### Exercise prompt:
For the entries that follow, give the number of lines holding the string "numbered" and nothing more.

[Saved entries]
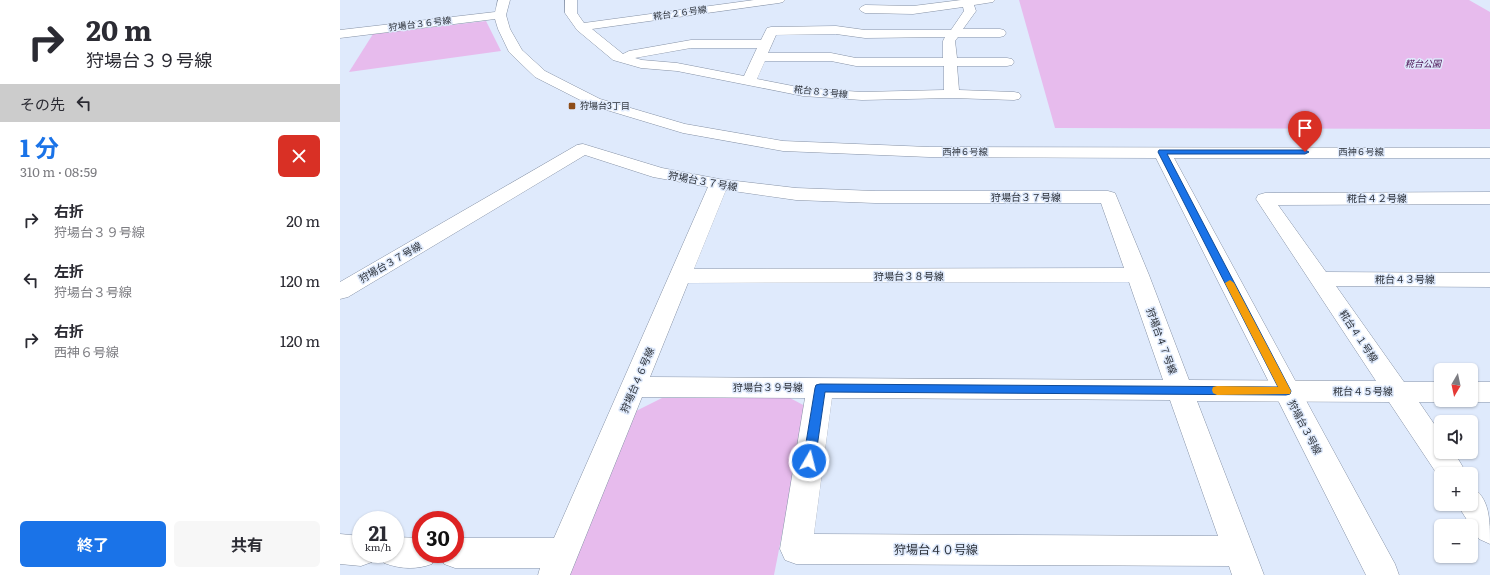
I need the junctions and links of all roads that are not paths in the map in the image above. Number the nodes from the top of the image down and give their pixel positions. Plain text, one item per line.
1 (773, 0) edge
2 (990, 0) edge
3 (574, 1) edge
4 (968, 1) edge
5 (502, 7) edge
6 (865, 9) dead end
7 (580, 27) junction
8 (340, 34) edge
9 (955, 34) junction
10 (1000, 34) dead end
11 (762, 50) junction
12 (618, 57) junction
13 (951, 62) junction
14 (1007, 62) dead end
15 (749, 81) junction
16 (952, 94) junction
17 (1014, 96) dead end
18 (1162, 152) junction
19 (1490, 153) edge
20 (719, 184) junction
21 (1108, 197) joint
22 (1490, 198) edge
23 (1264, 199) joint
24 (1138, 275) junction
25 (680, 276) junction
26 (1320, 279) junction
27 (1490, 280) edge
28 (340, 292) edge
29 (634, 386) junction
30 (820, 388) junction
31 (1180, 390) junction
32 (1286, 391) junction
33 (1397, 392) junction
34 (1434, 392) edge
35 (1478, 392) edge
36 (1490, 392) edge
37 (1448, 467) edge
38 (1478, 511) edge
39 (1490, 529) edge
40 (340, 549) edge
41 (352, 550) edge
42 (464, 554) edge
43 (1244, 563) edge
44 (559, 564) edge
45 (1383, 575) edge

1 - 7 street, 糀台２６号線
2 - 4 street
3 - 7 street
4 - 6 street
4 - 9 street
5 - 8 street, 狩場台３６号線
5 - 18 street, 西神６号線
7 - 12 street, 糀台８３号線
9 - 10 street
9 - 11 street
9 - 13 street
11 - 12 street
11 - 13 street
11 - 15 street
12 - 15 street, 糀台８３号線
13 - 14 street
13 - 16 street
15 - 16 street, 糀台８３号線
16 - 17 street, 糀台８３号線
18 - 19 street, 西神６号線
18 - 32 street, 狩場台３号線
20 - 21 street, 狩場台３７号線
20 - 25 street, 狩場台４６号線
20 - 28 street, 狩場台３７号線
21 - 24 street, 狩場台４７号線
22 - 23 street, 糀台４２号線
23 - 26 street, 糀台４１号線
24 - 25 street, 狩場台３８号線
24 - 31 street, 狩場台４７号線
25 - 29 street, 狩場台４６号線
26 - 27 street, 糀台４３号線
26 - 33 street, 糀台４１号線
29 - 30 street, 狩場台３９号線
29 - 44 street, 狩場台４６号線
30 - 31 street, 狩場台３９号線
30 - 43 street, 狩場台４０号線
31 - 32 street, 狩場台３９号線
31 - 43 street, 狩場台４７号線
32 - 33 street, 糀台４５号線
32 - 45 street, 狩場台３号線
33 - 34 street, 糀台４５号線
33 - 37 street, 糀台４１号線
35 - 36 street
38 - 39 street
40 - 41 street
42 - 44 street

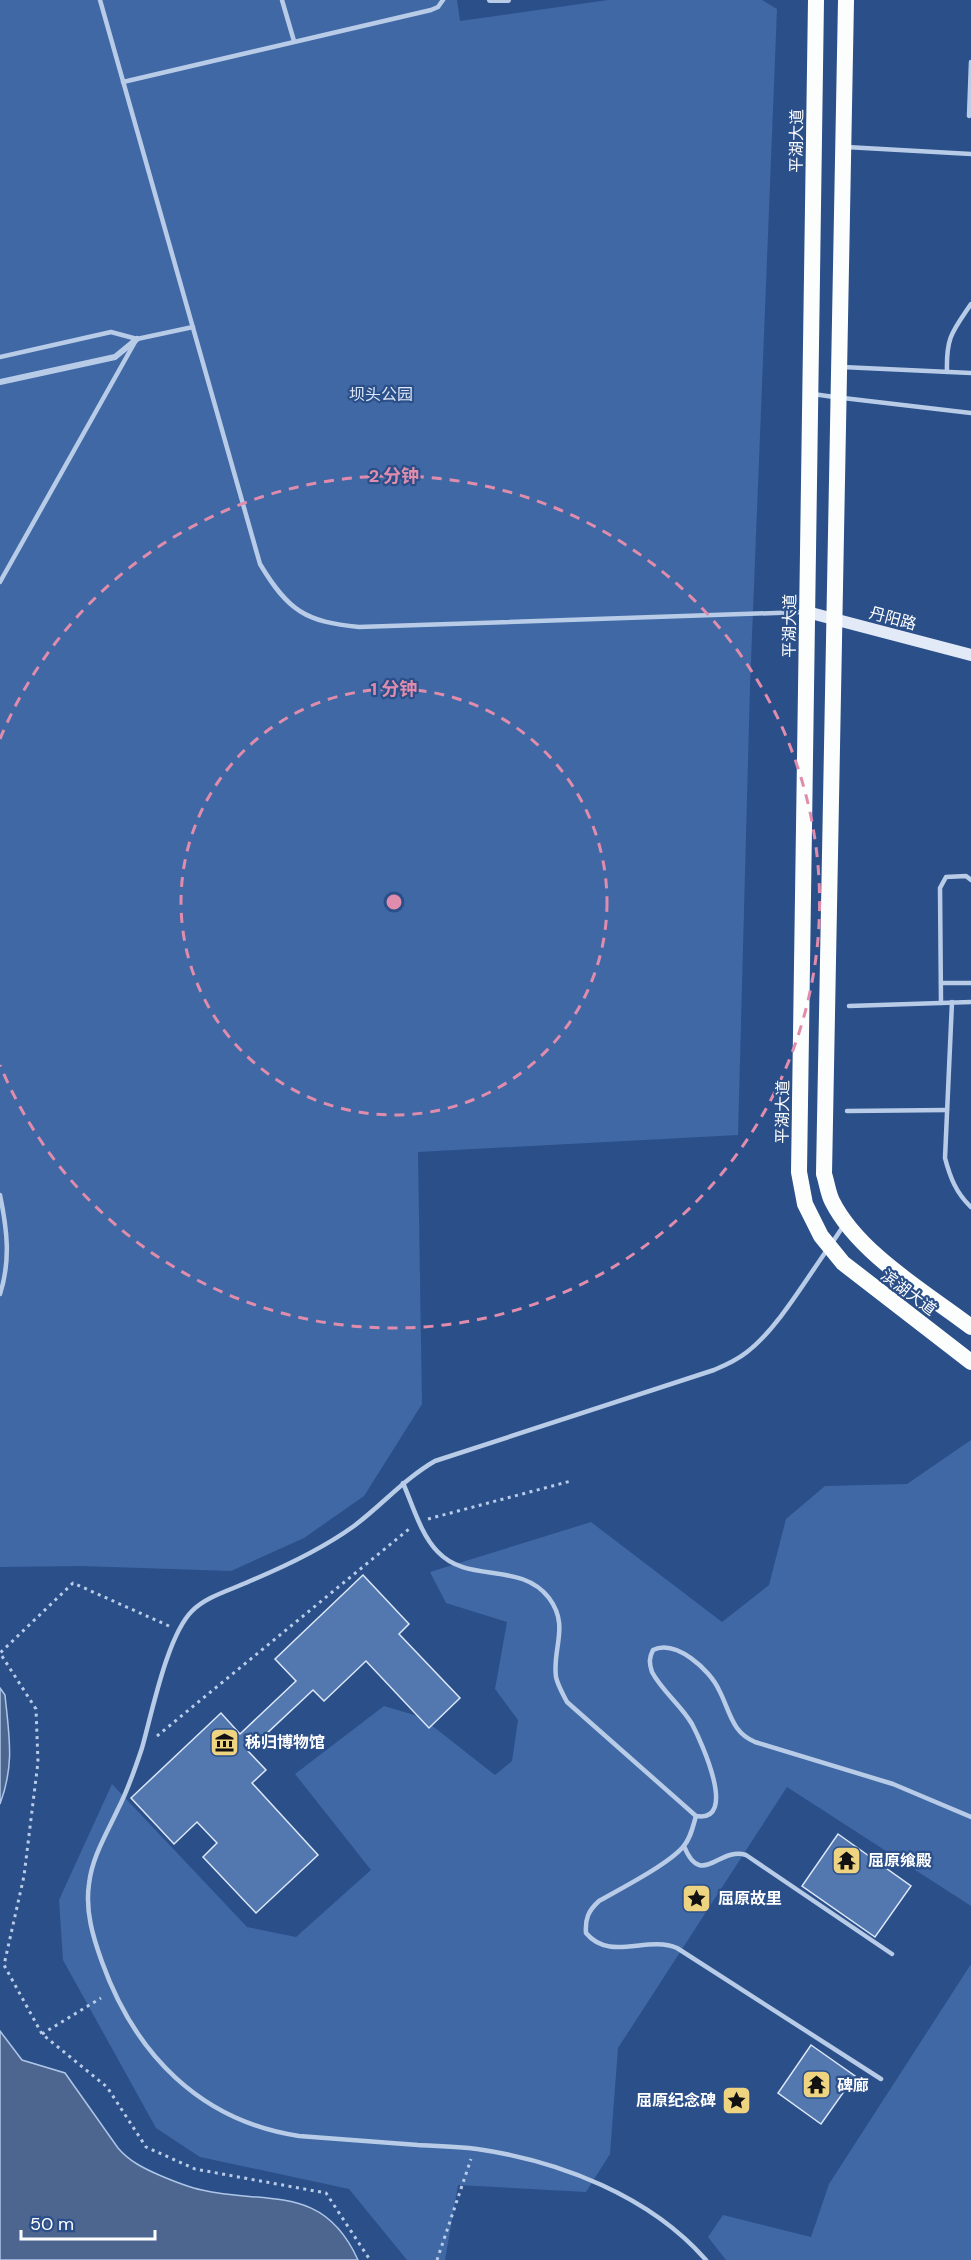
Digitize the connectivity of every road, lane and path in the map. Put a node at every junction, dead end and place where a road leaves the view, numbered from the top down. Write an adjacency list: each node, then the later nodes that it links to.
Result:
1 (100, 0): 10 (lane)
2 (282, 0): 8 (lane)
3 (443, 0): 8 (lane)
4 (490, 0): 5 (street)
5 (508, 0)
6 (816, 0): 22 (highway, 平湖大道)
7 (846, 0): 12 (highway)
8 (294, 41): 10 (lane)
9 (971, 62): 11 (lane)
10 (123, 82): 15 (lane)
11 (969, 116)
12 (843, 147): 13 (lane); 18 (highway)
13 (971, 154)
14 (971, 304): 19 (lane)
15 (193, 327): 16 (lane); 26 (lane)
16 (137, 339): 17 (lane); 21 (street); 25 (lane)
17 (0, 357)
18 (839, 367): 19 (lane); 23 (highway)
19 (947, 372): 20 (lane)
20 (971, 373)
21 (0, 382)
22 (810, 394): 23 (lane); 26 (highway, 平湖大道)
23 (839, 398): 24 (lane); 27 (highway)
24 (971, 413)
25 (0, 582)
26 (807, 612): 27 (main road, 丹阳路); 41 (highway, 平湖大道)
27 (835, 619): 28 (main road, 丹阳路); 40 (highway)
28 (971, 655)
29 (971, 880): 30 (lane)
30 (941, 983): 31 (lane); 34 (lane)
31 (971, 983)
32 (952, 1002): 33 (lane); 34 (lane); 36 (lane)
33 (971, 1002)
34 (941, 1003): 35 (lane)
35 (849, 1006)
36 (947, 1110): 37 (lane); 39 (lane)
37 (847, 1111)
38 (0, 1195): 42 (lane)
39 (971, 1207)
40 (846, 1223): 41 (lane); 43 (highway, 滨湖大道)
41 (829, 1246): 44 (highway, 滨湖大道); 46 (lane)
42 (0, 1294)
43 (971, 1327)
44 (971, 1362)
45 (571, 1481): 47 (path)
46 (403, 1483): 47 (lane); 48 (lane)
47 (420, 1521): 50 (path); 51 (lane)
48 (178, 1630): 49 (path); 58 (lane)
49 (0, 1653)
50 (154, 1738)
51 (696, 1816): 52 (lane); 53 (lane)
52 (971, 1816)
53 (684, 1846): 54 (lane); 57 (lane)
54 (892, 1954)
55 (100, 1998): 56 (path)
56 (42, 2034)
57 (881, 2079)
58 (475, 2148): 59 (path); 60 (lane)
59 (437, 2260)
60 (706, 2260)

---

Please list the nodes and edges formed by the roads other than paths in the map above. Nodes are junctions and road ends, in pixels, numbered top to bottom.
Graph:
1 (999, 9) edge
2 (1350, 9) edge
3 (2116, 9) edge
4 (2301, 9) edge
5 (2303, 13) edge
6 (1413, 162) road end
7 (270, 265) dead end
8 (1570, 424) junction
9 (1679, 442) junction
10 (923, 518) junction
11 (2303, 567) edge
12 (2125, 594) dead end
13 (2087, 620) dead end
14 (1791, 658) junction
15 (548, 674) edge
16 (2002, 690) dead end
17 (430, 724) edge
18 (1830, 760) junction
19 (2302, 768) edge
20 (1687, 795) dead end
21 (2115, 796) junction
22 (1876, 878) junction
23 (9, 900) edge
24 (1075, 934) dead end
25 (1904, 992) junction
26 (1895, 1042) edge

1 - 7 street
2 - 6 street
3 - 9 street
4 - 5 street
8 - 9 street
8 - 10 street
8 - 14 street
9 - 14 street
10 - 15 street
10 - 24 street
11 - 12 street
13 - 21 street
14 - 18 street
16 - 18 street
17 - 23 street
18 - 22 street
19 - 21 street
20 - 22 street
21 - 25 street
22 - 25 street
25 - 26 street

### Exercise output:
2